Are you alone? Hurtling toward some distant destination, your fellow travelers all around, but tantalizingly just out of reach? Don't worry, there are many more out there, just like you. You may be alone, but you don't have to be lonely.
Is that the cry of all of us in life? Or just long-haul truckers?
By focusing specifically on the needs and desires and thwarted ambitions of professional drivers who pilot 18-wheel rigs back and forth across the country, Samuel D. Hunter's new play "The Few" also deftly addresses the existential loneliness we all face. For no matter how surrounded we are by our fellow travelers, no one else ever drives the exact same road. No one else can ever know - completely - what anyone else's journey is like.
So far, this year's junket in New York has been a wild success. Everything I've seen has been of very high quality. Not a single clunker. But "The Few" may be the most exciting, thrilling piece I've seen thus far. Not simply because it's great - and it is - but because I can see how much better it can still get.
This is a small, tightly-contained show. There are only three characters and all the action takes place in a single room - a shabby, ill-organized office in a trailer somewhere in the northern plains of America. At lights up, Bryan (Michael Laurence) is sitting across from QZ (Tasha Lawrence), and they share a long, long uncomfortable silence before we finally learn that, four years earlier, Bryan had disappeared into thin air following the death of their friend Jim, leaving QZ alone to run the small newspaper the three of them had started in order to serve the needs of lonely long-haul truckers. Bryan's vision for the paper was more literary, but in his absence, QZ - hungry for a profit - remade "The Few" (the name of the paper as well as the play) into little more than a singles bar for truckers, with virtually all of the content being personal ads.
Tasha Lawrence is brilliant as QZ - righteously angry but relentlessly rational, she refuses to let Bryan's reappearance threaten the new life she has made for herself, a phoenix rising from the ashes after being left by both her publishing and life partners. As Bryan, Michael Laurence is quite good, but there's more to playing a drunken, lost soul than unkempt hair and empty stares. Laurence almost gets to the point of fully inhabiting Bryan, but then seems to pull back from that edge.
There are also a few times where the rhythm seems to be off, where the players need to slow down a bit, or vary the pace to match the relatively naturalistic dialogue.
Some of these rhythmic problems could have been due to the fact that the third character, Matthew, a teenager who has stepped in to help QZ with the paper, was played by the understudy on the night I saw the show. Jacob Perkins did quite an excellent job, but the word-of-mouth on this show is that Gideon Glick, who usually portrays Matthew, is brilliant, and one of the main reasons to see 'The Few."
But these are quibbles. The show, overall, is brilliant. The set (by Dane Laffrey) is perfect (the polar opposite of John Lee Beatty's Georgian mansion in "City of Conversation"), and the sound effects and recorded voices (of truckers leaving their personal ads on an answering machine) add depth and richness to the story.

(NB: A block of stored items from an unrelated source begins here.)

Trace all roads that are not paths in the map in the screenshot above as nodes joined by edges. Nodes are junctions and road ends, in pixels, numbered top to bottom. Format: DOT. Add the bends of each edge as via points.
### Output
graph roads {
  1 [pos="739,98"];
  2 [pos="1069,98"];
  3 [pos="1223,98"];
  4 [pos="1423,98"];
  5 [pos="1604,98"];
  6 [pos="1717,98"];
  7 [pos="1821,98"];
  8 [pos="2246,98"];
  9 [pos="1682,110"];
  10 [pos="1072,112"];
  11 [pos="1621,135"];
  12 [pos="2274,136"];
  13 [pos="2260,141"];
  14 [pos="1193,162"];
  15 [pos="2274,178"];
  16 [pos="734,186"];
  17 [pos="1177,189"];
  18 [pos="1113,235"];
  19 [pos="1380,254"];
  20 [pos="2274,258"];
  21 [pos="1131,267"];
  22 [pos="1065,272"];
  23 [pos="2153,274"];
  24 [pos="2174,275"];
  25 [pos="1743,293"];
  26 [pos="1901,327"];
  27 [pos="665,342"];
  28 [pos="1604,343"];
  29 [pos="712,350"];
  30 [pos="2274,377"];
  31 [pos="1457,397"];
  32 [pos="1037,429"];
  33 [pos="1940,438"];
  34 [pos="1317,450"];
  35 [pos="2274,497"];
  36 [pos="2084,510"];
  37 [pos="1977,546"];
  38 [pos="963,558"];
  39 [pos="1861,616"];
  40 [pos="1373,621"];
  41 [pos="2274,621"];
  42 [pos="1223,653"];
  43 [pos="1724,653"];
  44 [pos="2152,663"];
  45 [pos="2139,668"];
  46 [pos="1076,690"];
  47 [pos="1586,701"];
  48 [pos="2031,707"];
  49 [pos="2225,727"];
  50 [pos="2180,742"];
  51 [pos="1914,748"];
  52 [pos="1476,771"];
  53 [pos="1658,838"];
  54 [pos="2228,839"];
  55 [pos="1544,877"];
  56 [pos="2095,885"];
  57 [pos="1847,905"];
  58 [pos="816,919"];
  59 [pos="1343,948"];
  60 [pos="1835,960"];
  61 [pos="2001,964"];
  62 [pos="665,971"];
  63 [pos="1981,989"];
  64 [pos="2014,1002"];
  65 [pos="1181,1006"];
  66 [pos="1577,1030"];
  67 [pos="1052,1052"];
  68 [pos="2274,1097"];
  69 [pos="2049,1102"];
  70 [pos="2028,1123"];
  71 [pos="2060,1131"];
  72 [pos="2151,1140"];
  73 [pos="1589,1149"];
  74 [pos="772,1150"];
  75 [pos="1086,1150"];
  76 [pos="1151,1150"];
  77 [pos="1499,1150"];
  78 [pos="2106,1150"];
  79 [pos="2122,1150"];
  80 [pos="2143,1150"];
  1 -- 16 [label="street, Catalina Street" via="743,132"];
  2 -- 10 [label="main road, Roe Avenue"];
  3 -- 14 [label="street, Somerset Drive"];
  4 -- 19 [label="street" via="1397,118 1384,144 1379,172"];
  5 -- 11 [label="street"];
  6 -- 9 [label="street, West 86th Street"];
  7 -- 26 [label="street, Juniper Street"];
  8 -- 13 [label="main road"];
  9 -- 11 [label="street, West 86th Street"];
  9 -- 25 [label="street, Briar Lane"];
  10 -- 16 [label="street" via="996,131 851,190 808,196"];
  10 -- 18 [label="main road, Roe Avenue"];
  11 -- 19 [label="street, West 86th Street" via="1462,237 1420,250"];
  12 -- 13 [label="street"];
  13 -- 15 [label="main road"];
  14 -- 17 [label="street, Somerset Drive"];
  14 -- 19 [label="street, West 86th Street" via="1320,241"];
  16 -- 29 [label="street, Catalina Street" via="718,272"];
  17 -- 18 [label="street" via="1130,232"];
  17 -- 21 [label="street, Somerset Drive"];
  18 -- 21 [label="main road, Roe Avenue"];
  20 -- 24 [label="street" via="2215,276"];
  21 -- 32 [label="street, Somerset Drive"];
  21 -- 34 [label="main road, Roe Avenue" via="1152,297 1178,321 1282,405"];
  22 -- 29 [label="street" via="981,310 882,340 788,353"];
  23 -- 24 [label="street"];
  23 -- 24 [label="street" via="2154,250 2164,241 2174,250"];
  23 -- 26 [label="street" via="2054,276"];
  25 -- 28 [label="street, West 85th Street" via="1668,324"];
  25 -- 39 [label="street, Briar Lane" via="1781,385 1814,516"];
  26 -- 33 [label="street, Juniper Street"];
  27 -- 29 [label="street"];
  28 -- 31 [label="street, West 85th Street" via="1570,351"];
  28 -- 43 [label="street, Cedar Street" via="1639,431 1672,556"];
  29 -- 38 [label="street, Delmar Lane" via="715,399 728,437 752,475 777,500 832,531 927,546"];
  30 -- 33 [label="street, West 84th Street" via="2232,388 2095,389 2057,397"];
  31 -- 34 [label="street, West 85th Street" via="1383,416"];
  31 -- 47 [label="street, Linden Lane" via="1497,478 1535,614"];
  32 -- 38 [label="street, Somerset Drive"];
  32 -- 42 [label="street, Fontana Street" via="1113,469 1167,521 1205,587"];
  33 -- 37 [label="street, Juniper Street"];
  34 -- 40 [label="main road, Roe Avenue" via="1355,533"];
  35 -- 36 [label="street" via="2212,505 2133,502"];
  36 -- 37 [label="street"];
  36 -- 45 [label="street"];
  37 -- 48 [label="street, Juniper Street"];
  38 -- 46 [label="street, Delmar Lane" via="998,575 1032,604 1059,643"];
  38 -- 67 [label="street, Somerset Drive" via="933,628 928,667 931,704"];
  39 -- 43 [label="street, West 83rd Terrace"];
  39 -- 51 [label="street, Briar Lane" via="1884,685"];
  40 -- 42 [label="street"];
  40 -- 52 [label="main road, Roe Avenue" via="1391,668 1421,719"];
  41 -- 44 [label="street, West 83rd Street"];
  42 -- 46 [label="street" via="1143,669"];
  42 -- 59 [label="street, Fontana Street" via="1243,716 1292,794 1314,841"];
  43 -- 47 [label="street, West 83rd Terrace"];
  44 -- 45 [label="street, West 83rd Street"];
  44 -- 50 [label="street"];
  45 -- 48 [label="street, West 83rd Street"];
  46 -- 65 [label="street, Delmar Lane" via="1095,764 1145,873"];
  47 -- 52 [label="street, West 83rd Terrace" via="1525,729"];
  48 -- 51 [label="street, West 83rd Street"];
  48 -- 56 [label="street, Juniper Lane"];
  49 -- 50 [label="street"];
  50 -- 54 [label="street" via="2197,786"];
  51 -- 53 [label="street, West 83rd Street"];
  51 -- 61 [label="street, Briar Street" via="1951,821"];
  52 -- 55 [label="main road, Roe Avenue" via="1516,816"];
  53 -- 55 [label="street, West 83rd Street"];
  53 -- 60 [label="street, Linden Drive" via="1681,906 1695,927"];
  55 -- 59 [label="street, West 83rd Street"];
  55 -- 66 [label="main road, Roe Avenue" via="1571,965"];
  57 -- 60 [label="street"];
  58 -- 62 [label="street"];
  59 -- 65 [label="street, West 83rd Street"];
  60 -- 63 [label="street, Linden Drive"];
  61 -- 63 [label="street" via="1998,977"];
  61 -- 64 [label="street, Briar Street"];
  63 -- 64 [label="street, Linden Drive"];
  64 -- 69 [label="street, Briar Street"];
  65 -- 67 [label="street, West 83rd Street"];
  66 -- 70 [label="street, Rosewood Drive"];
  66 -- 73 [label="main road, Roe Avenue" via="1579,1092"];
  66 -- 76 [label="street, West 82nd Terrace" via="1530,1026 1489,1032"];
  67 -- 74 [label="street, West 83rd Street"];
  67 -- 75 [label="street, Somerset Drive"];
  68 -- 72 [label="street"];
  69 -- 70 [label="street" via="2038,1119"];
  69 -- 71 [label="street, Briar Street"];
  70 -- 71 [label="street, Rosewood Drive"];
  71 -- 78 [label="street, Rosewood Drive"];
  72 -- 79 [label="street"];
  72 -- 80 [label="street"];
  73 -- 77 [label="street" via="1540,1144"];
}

And the story itself! I won't tell you more for fear of spoiling the surprises, but much is revealed along the way that add dimension to the characters and to the theme they present.
I would not be at all surprised to see this show move from the tiny Rattlestick Playwrights Theater to a larger venue. It will almost certainly get plenty of stagings at regional theaters across the country, so if it comes to where you are, give it a chance. Even if it means a very long haul.